In the same strain, this little blue book, at every turn, subtly satires human foibles, such as a reference to the “self-help book: The Hairy Heart: The Guide to Wizards Who Won’t Commit”. An offshoot of the Harry Potter series, Beedle the Bard was formerly published, hand-written and illustrated by the author, for a children’s charity auction and a handful of her chosen friends.

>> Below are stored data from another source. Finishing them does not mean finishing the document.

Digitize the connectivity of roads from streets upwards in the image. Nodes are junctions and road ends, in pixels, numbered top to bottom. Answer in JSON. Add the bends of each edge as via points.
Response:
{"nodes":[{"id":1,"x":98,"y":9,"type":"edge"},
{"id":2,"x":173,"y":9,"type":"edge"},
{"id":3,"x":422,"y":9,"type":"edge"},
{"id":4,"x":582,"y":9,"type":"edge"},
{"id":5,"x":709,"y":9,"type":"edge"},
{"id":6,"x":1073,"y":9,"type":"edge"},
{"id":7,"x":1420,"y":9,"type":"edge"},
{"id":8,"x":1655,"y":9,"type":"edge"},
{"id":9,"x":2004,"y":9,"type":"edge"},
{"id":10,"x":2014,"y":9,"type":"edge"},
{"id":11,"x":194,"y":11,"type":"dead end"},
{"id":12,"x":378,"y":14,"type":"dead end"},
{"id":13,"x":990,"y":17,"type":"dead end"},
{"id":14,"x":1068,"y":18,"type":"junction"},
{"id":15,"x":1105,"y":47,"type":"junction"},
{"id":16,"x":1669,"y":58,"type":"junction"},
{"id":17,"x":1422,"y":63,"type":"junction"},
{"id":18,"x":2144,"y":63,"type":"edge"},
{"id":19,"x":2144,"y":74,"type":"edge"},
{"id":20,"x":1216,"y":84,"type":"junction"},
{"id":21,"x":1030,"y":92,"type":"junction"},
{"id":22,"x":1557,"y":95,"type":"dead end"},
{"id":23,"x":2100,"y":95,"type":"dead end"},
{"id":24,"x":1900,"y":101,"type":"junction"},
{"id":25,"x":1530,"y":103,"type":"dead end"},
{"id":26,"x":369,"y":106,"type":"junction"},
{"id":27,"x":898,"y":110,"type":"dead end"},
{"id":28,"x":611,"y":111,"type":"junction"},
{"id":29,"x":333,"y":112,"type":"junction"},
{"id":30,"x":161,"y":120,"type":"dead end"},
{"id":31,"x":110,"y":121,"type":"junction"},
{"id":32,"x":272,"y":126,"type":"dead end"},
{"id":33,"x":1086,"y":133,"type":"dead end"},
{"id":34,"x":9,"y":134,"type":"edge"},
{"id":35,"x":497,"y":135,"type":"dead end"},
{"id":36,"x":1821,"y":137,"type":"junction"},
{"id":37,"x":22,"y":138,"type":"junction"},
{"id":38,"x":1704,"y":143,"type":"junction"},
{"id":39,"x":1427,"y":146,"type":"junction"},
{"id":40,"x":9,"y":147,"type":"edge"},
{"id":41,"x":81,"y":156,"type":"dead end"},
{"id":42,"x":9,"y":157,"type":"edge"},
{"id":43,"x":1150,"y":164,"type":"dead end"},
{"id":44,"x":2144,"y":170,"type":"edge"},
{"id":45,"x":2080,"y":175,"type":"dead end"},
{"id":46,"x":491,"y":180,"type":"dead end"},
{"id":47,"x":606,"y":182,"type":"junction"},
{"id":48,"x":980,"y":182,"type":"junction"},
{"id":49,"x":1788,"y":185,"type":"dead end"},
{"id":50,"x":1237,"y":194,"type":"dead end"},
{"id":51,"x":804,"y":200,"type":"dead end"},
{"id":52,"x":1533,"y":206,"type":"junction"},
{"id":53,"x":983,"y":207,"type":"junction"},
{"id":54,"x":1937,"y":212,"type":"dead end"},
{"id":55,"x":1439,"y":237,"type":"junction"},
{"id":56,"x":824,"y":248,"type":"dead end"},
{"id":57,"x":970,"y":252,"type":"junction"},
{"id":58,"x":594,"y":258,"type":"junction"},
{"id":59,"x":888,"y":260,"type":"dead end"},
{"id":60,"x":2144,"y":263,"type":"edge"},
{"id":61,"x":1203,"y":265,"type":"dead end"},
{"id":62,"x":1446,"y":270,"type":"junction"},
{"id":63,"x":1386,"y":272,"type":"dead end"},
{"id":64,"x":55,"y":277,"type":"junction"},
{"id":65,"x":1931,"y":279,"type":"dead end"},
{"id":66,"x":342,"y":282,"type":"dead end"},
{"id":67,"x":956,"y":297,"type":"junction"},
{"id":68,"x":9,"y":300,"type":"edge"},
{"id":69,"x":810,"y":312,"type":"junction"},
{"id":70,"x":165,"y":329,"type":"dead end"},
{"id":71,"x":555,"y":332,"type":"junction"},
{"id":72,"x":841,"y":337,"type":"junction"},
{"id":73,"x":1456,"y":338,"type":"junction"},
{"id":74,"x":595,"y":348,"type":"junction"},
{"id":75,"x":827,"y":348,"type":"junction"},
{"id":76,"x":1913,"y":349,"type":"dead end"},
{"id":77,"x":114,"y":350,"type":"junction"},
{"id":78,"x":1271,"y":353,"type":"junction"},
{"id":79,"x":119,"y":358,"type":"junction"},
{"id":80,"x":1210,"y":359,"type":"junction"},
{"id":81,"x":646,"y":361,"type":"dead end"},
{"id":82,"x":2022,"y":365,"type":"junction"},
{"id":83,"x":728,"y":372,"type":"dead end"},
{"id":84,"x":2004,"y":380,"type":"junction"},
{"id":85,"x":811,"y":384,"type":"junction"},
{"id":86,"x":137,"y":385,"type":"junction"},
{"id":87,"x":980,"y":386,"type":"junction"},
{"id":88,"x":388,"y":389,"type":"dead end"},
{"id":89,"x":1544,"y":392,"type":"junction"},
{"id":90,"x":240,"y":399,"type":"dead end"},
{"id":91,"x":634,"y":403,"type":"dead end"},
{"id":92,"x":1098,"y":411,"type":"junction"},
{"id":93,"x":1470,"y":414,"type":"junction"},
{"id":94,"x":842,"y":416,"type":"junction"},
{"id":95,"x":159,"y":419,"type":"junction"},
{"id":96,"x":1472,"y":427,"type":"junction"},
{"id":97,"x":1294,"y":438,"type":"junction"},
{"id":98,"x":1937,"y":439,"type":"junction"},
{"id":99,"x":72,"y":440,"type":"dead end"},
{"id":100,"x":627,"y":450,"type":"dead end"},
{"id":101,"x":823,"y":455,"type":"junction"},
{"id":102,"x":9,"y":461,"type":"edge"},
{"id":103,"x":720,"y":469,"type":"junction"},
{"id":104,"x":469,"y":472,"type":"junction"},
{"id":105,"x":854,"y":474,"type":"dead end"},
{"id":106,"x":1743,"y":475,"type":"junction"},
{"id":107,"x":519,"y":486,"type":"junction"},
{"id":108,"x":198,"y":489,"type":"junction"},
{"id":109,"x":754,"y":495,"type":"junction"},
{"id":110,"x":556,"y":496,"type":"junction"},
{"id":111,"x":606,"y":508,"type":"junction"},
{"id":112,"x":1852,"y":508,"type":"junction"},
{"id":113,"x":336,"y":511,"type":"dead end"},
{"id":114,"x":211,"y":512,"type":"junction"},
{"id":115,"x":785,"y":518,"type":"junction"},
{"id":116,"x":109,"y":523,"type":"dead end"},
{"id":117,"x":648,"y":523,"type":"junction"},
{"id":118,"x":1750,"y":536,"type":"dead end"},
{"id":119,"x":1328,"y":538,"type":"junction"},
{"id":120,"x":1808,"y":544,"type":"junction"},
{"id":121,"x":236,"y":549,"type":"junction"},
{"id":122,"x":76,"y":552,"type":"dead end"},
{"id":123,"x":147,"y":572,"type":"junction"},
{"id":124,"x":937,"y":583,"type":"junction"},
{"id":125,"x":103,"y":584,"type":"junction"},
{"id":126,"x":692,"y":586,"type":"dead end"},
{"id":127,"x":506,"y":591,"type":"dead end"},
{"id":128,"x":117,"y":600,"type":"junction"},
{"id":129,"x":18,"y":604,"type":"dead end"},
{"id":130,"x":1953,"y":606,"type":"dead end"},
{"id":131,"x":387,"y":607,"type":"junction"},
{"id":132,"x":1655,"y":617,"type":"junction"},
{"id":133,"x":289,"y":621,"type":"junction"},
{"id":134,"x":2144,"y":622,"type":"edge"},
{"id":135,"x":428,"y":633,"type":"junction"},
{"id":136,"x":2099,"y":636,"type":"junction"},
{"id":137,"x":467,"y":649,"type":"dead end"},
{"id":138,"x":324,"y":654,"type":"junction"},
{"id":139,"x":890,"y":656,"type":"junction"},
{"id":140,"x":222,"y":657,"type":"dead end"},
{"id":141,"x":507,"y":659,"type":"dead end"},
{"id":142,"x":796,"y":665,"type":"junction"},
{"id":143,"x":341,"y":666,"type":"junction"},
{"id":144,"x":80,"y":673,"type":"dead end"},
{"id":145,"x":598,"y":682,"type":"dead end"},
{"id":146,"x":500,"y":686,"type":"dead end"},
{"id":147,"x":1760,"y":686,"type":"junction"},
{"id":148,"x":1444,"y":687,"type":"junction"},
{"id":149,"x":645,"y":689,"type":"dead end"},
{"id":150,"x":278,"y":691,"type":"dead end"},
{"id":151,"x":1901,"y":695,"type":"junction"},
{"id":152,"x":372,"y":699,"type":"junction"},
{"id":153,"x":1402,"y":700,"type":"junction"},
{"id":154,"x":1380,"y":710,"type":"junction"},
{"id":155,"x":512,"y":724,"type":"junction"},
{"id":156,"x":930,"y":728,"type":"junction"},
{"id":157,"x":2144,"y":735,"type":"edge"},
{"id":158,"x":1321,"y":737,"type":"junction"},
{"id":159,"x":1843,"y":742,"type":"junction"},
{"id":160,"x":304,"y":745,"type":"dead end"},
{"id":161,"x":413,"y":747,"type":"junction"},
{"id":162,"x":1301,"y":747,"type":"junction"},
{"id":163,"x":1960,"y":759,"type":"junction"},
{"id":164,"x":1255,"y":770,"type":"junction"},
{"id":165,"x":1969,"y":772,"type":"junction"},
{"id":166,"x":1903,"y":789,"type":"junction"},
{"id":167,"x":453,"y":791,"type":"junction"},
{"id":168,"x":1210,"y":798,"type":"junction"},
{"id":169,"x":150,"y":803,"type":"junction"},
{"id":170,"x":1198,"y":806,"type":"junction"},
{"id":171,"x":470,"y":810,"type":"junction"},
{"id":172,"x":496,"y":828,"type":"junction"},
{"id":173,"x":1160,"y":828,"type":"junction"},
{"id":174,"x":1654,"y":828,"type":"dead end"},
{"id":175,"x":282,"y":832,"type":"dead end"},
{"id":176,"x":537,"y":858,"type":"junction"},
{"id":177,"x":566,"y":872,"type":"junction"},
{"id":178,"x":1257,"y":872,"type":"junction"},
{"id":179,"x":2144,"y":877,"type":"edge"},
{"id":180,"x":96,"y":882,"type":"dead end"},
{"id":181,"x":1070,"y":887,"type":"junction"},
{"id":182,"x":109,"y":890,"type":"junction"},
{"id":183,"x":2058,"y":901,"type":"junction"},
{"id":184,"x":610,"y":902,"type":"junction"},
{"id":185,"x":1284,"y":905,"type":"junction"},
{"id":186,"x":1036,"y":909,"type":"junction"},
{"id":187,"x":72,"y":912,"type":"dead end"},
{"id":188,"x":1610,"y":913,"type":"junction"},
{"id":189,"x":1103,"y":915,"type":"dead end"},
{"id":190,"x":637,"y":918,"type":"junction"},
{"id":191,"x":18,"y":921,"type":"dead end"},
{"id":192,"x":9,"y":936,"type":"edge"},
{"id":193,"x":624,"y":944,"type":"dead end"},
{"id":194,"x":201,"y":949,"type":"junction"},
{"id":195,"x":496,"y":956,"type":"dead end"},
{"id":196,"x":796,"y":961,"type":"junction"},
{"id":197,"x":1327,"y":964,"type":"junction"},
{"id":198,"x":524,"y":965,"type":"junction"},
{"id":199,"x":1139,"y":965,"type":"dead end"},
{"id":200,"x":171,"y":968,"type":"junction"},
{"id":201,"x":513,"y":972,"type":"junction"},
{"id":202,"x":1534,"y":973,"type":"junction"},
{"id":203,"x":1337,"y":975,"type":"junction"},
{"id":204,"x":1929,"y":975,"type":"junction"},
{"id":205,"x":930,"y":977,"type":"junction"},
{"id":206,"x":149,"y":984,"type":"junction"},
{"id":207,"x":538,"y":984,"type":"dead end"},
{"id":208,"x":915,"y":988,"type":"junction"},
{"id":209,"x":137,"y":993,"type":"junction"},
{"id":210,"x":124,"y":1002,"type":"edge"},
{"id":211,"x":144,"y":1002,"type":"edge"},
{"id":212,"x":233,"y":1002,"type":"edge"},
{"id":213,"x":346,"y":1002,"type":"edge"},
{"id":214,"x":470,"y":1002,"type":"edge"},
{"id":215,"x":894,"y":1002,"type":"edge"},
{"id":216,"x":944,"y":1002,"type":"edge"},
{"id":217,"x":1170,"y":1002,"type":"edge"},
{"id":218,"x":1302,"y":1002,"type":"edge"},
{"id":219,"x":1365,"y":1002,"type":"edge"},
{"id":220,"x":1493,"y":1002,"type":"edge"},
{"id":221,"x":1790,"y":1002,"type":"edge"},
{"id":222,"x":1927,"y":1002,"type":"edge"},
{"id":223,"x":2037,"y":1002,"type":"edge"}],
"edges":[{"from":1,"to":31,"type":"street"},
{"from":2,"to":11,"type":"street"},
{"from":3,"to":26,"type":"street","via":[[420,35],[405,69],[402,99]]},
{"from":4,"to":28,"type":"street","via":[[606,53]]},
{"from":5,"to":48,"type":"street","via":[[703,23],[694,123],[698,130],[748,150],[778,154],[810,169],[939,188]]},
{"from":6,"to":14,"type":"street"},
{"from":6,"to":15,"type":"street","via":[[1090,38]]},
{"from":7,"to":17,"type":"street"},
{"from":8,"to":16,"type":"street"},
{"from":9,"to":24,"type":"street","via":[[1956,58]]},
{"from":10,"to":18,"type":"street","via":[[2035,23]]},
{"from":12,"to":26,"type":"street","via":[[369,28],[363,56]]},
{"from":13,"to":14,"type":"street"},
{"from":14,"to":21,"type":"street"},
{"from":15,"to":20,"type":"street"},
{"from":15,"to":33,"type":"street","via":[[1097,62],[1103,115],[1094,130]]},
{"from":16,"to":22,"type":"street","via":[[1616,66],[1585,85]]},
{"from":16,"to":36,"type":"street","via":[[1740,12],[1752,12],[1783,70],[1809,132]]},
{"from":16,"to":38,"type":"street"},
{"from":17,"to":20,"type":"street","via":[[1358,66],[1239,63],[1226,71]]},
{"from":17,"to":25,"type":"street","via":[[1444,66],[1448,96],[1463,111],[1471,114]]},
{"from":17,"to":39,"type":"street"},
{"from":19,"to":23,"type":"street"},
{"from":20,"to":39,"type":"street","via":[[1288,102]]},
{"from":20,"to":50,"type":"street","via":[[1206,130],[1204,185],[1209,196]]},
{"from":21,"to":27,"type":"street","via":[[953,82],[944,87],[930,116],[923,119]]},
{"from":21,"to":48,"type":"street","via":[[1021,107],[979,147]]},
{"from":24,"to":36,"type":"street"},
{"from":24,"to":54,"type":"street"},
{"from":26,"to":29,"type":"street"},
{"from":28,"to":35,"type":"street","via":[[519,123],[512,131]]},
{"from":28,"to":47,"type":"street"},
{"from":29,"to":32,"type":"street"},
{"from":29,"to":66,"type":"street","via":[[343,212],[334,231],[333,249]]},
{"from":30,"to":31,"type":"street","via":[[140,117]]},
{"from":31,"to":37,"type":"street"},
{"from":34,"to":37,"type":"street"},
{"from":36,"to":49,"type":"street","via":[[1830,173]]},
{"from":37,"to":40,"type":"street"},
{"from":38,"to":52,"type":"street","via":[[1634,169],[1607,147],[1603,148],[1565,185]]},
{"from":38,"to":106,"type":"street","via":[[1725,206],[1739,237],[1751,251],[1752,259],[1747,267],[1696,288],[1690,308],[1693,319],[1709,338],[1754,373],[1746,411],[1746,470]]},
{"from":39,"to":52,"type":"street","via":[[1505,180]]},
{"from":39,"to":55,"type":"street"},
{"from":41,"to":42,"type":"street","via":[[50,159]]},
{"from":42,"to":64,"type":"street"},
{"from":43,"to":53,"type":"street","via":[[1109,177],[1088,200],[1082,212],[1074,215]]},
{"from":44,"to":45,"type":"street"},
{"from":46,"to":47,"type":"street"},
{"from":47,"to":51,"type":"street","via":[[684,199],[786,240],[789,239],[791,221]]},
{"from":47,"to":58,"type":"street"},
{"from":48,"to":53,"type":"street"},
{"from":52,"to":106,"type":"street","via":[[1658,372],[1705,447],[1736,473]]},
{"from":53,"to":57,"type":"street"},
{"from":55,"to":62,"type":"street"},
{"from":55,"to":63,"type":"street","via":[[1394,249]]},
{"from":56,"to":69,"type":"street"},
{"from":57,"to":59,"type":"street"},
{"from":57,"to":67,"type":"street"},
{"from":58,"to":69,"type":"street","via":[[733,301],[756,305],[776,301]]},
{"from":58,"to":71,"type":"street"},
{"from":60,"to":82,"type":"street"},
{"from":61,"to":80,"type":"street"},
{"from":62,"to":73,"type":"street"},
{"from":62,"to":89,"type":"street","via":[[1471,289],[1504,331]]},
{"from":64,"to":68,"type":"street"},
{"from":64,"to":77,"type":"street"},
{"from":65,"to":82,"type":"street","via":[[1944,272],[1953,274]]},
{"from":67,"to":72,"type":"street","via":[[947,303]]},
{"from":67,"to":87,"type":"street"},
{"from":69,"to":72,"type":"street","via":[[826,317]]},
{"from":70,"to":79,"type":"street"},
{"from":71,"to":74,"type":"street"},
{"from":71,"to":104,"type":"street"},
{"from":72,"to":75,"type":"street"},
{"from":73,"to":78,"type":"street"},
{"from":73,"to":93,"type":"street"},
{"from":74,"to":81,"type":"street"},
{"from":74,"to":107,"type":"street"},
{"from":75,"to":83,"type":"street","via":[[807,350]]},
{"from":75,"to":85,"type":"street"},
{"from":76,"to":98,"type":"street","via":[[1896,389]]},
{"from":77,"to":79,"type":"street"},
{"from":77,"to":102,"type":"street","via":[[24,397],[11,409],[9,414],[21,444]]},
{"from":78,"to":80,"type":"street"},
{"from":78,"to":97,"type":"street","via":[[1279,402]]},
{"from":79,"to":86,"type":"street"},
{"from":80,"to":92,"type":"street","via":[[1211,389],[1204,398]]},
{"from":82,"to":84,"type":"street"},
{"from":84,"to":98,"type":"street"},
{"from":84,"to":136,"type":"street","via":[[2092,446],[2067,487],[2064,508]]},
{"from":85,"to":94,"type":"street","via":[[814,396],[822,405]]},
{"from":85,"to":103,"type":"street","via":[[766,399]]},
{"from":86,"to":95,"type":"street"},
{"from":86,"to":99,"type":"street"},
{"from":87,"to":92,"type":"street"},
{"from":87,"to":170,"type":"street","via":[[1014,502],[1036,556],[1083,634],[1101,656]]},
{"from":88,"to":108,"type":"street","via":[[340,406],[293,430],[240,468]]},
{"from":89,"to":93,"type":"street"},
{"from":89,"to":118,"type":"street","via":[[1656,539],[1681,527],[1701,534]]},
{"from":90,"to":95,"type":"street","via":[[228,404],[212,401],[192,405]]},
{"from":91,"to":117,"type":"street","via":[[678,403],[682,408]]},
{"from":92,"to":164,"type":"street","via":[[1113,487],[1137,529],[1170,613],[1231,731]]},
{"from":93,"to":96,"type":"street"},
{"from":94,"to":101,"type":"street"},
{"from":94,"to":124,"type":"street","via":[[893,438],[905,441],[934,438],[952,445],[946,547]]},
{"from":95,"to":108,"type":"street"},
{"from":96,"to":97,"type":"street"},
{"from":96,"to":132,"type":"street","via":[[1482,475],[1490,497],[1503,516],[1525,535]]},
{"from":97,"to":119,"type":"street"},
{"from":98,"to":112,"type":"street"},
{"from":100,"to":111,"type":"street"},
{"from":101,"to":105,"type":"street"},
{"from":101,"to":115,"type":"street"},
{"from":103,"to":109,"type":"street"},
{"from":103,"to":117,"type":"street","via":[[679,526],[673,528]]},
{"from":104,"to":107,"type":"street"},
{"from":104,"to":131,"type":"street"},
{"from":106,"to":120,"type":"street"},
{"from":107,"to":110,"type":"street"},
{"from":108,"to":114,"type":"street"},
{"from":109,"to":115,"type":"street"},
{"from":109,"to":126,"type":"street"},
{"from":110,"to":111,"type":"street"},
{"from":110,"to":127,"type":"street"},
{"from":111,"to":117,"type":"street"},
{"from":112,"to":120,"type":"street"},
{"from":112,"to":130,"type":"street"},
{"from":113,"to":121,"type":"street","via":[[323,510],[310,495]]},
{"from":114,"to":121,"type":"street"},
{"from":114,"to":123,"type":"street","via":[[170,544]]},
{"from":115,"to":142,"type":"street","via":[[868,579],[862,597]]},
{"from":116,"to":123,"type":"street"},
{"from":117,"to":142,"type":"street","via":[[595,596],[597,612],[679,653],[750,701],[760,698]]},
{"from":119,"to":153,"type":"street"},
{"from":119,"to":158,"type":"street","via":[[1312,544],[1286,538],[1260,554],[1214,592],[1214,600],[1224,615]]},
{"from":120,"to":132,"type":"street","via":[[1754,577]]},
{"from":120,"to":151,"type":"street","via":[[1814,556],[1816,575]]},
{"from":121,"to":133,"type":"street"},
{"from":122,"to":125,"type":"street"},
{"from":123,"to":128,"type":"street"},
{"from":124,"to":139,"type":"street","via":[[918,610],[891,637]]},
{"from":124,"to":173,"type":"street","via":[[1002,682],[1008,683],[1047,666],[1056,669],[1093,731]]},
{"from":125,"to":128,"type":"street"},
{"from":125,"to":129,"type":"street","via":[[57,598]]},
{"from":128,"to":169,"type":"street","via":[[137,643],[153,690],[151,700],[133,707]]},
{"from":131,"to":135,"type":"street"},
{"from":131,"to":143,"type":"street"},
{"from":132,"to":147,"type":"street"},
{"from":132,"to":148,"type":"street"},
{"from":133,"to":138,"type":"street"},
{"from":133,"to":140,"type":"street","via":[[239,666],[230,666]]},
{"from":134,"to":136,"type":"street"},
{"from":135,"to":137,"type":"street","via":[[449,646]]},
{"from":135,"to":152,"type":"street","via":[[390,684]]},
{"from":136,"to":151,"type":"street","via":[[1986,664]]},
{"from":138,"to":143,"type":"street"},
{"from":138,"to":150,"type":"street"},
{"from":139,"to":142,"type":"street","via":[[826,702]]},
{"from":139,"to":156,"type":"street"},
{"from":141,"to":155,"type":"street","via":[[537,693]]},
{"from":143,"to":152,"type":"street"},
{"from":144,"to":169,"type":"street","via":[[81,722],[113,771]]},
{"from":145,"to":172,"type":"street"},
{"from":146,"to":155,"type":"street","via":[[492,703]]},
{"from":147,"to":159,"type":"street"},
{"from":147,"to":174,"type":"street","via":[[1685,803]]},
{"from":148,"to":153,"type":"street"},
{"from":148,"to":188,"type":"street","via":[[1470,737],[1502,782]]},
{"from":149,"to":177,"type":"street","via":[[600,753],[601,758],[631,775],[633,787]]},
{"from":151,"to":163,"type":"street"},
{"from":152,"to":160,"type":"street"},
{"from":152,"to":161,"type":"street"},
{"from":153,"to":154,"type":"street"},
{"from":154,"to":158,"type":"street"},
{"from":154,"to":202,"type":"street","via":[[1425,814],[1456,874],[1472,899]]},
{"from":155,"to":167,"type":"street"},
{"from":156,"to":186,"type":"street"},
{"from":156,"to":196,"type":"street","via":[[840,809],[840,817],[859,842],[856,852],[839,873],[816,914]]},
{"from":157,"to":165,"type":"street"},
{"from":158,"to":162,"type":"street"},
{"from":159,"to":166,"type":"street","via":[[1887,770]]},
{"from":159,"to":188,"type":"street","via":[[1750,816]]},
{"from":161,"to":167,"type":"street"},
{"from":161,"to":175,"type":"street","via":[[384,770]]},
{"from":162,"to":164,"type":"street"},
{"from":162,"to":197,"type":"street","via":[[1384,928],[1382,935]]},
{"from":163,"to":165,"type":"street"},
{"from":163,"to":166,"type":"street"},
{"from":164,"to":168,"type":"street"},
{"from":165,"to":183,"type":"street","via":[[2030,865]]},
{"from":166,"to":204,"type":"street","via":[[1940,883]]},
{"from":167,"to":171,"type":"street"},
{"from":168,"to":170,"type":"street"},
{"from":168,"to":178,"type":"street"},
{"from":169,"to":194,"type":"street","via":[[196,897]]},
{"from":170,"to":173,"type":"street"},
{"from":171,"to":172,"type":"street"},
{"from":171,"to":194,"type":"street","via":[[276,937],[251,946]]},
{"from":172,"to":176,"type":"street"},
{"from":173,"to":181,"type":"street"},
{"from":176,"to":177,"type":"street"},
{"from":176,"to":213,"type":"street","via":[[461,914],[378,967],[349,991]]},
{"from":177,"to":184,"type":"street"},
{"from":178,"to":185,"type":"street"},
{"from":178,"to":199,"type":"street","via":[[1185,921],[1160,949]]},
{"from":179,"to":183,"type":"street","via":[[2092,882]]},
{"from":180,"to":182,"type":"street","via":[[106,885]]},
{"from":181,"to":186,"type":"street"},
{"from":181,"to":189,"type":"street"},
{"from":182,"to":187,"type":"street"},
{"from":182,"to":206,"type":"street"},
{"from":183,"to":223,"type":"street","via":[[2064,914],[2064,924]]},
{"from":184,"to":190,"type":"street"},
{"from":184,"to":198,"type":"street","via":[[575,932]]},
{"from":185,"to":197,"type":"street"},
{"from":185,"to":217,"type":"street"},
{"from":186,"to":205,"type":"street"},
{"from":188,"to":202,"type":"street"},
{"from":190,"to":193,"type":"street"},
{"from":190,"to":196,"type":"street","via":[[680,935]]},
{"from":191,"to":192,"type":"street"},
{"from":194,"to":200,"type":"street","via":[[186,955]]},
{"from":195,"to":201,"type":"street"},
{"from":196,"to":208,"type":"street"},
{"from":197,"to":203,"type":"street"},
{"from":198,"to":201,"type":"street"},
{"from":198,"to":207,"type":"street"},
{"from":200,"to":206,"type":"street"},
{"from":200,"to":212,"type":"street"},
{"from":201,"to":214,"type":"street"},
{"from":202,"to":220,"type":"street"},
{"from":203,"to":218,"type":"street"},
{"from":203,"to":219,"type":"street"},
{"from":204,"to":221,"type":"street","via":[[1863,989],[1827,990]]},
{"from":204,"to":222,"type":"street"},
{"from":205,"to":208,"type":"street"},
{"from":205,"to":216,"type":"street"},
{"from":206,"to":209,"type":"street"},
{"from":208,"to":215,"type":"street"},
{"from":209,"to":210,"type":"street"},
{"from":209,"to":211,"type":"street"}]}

Now, a year later, it has released publicly in standard and collector’s editions. Thanks to Potter’s popularity, early reports deem it the fastest-selling book of the year, despite the audacious price of Rs 599. Surely those who mourned the end of the series with Harry Potter and the Deathly Hallows can find some relief in this quick read. But in no way is it to be compared to the series, so don’t expect the great adventures of Harry and friends to be revived, for The Tales of Beedle The Bard is amusing at best, much like her earlier off-shoots, Fantastic Beasts and Where to Find Them and Quidditch through the Ages.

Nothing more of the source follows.